Metabolic network design and engineering in Escherichia coli
Doctor of Philosophy
This thesis is a study of metabolic engineering to design and engineer novel metabolic networks with improved metabolic processes that can increase product yield and enhance cellular properties. The succinate synthesis pathways in E. coli were chosen as the model system for network design and optimization. The ultimate goal is to create succinate production systems in E. coli that not only achieve the maximum theoretical yield of succinate, but also are highly efficient and robust. Different carbon sources with different oxidation states and transport systems, such as sorbitol and xylose, were used to address the requirements of cofactor NADH and precursor PEP in order to improve succinate synthesis. Phosphoenolpyruvate carboxylase and pyruvate carboxylase were coexpressed to drive the carbon flux toward succinate. Competing pathways of succinate synthesis, the lactate and acetate pathways, were also inactivated to increase more carbon flux toward succinate. The intracellular acetyl-CoA pool was increased by overexpressing pantothenate kinase to enhance the activity of PEPC and PYC in order to improve succinate production. Novel metabolic networks were designed and constructed to enable E. coli to produce succinate as a product under complete aerobic conditions. Since this is naturally not possible, extensive pathway manipulations had to be carried out. The potential to produce succinate aerobically in E. coli would offer great advantages over anaerobic fermentation in terms of higher biomass generation, faster carbon throughput and product formation. After a series of pathway reconstructions, several aerobic succinate production systems were finally developed that could achieve the maximum theoretical succinate yield predicted by pathway modeling and simulation.
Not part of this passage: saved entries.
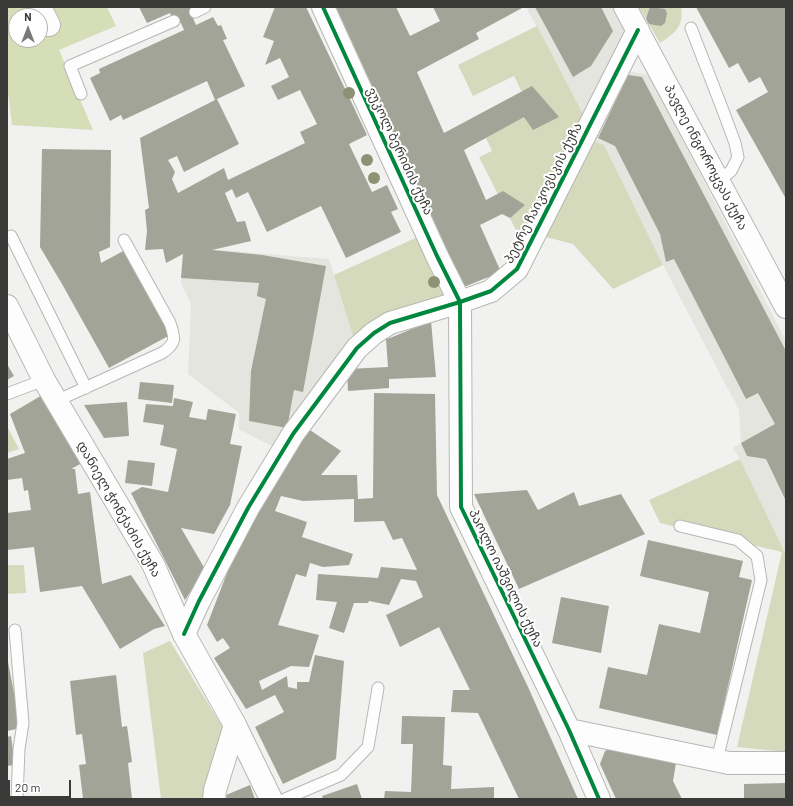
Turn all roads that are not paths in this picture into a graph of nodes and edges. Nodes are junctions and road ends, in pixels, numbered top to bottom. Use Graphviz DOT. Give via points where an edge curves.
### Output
graph roads {
  1 [pos="323,7"];
  2 [pos="626,7"];
  3 [pos="174,21"];
  4 [pos="691,28"];
  5 [pos="638,30"];
  6 [pos="81,94"];
  7 [pos="719,180"];
  8 [pos="11,236"];
  9 [pos="124,240"];
  10 [pos="460,302"];
  11 [pos="7,306"];
  12 [pos="786,307"];
  13 [pos="44,380"];
  14 [pos="86,388"];
  15 [pos="7,394"];
  16 [pos="56,401"];
  17 [pos="680,526"];
  18 [pos="15,630"];
  19 [pos="184,634"];
  20 [pos="378,688"];
  21 [pos="235,726"];
  22 [pos="569,730"];
  23 [pos="717,760"];
  24 [pos="786,763"];
  25 [pos="17,799"];
  26 [pos="214,799"];
  27 [pos="271,799"];
  28 [pos="285,799"];
  29 [pos="599,799"];
  1 -- 10 [label="street, ვუკოლ ბერიძის ქუჩა"];
  2 -- 5 [label="street, პავლე ინგოროყვას ქუჩა"];
  3 -- 6 [label="lane" via="70,66"];
  4 -- 7 [label="lane" via="738,157 731,171"];
  5 -- 7 [label="street, პავლე ინგოროყვას ქუჩა"];
  5 -- 10 [label="street, პეტრე ჩაიკოვსკის ქუჩა" via="517,269 492,291"];
  7 -- 12 [label="street, პავლე ინგოროყვას ქუჩა"];
  8 -- 14 [label="lane"];
  9 -- 14 [label="lane" via="175,336 172,347 162,353"];
  10 -- 19 [label="street, პეტრე ჩაიკოვსკის ქუჩა" via="390,323 357,348 293,434 248,508"];
  10 -- 22 [label="street, პაოლო იაშვილის ქუჩა" via="462,506"];
  11 -- 13 [label="street, დანიელ ჭონქაძის ქუჩა"];
  13 -- 15 [label="lane"];
  13 -- 16 [label="street, დანიელ ჭონქაძის ქუჩა"];
  14 -- 16 [label="lane"];
  16 -- 19 [label="street, დანიელ ჭონქაძის ქუჩა" via="153,564"];
  17 -- 23 [label="lane" via="738,540 757,556 761,580"];
  18 -- 25 [label="lane" via="23,723"];
  19 -- 21 [label="street, დანიელ ჭონქაძის ქუჩა"];
  20 -- 28 [label="lane" via="368,746 341,775"];
  21 -- 26 [label="street"];
  21 -- 27 [label="street, დანიელ ჭონქაძის ქუჩა"];
  22 -- 23 [label="street"];
  22 -- 29 [label="street, პაოლო იაშვილის ქუჩა"];
  23 -- 24 [label="street" via="729,763"];
}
Fed batch reactor experiments were carried out for the most efficient succinate production system under aerobic conditions and the results demonstrated that it has a tremendously high capacity for succinate production. This system not only sustained fast productivity and maximal yield, it also produced succinate at a level never imagined feasible under aerobic conditions. Examination of the metabolite profiles, enzyme activities, and gene expression profiles showed that the metabolic processes of the most efficient aerobic succinate production system were more robust than the other systems.